## Available records
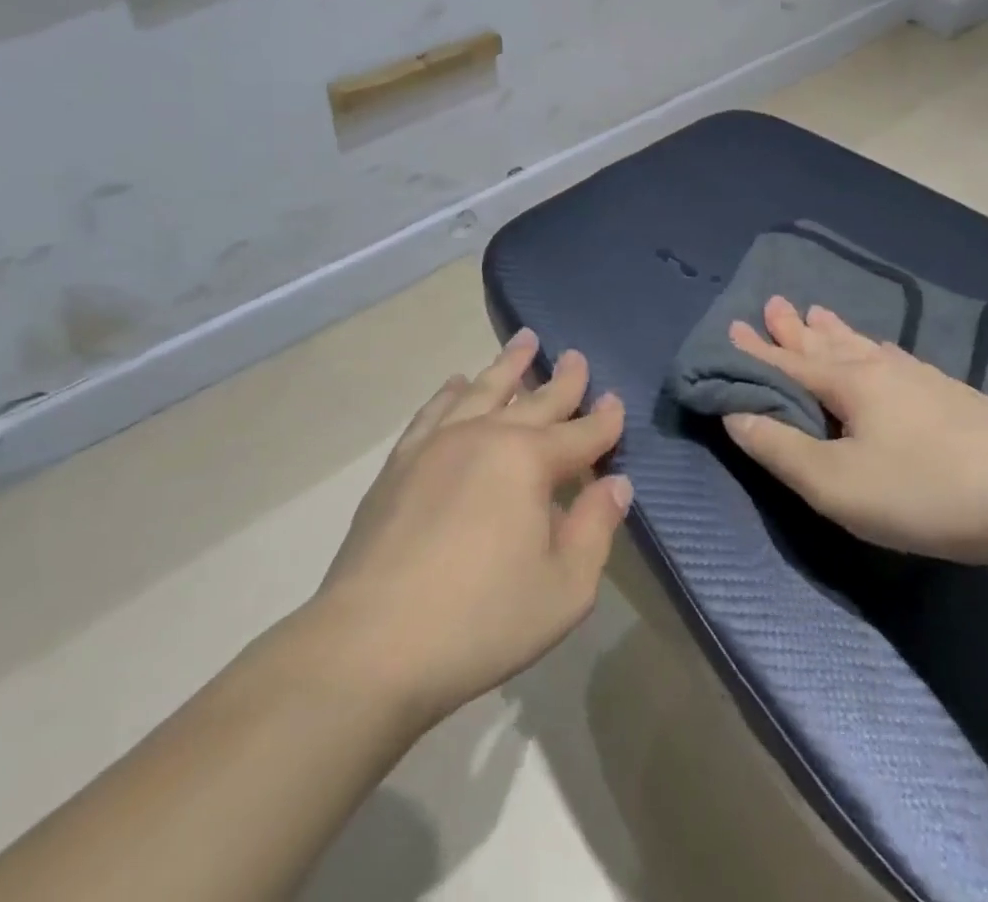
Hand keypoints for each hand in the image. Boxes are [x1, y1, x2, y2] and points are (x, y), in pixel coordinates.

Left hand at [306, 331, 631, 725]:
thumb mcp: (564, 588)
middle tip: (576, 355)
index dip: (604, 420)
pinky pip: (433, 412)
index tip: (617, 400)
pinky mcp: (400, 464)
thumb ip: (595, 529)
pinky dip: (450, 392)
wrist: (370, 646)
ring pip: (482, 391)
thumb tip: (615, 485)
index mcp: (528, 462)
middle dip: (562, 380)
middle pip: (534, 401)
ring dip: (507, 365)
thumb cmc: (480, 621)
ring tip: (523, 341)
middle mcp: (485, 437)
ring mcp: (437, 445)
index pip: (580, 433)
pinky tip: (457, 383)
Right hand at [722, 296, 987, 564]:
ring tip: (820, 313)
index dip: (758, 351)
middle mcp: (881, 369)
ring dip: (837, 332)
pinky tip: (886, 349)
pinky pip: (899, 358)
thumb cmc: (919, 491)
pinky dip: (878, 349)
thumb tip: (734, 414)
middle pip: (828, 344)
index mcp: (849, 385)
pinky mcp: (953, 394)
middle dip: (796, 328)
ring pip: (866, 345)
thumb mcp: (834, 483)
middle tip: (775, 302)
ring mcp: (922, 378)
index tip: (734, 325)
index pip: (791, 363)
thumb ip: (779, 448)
* * *
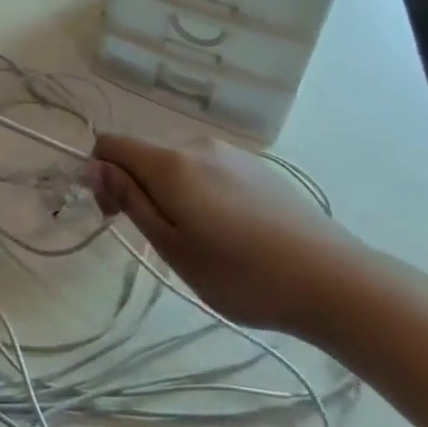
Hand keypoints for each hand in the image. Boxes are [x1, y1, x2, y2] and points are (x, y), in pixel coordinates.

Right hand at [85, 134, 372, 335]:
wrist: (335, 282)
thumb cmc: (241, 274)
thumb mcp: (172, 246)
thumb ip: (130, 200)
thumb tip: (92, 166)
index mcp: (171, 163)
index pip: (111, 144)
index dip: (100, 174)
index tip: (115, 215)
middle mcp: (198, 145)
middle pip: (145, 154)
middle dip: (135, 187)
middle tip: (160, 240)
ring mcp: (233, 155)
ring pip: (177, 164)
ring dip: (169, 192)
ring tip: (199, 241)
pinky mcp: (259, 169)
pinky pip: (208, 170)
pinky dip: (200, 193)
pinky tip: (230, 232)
---
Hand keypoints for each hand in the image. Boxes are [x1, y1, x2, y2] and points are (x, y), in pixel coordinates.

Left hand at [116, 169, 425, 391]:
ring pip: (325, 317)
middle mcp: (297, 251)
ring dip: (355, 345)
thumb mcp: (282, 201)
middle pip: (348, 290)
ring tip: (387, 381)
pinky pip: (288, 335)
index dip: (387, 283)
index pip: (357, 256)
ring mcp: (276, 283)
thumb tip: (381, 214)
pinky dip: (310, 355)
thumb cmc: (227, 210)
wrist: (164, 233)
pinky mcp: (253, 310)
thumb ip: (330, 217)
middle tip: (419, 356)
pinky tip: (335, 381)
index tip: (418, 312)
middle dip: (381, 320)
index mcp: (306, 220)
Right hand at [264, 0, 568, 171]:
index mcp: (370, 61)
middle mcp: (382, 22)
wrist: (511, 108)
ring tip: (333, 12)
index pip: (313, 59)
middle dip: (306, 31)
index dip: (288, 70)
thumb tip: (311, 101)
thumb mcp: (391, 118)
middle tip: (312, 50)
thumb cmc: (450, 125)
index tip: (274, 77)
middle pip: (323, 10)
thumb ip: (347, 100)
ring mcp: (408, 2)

## Task
Could you restate word for word the lines above, from the one that contains "wrist: (164, 233)" through the one that contains "index tip: (274, 77)", and no others?

## Result of the task
wrist: (164, 233)
pinky mcp: (253, 310)
thumb ip: (330, 217)
middle tip: (419, 356)
pinky tip: (335, 381)
index tip: (418, 312)
middle dip: (381, 320)
index mcp: (306, 220)
Right hand at [264, 0, 568, 171]:
index mcp: (370, 61)
middle mcp: (382, 22)
wrist: (511, 108)
ring tip: (333, 12)
index pip: (313, 59)
middle dip: (306, 31)
index dip: (288, 70)
thumb tip: (311, 101)
thumb mcp: (391, 118)
middle tip: (312, 50)
thumb cmc: (450, 125)
index tip: (274, 77)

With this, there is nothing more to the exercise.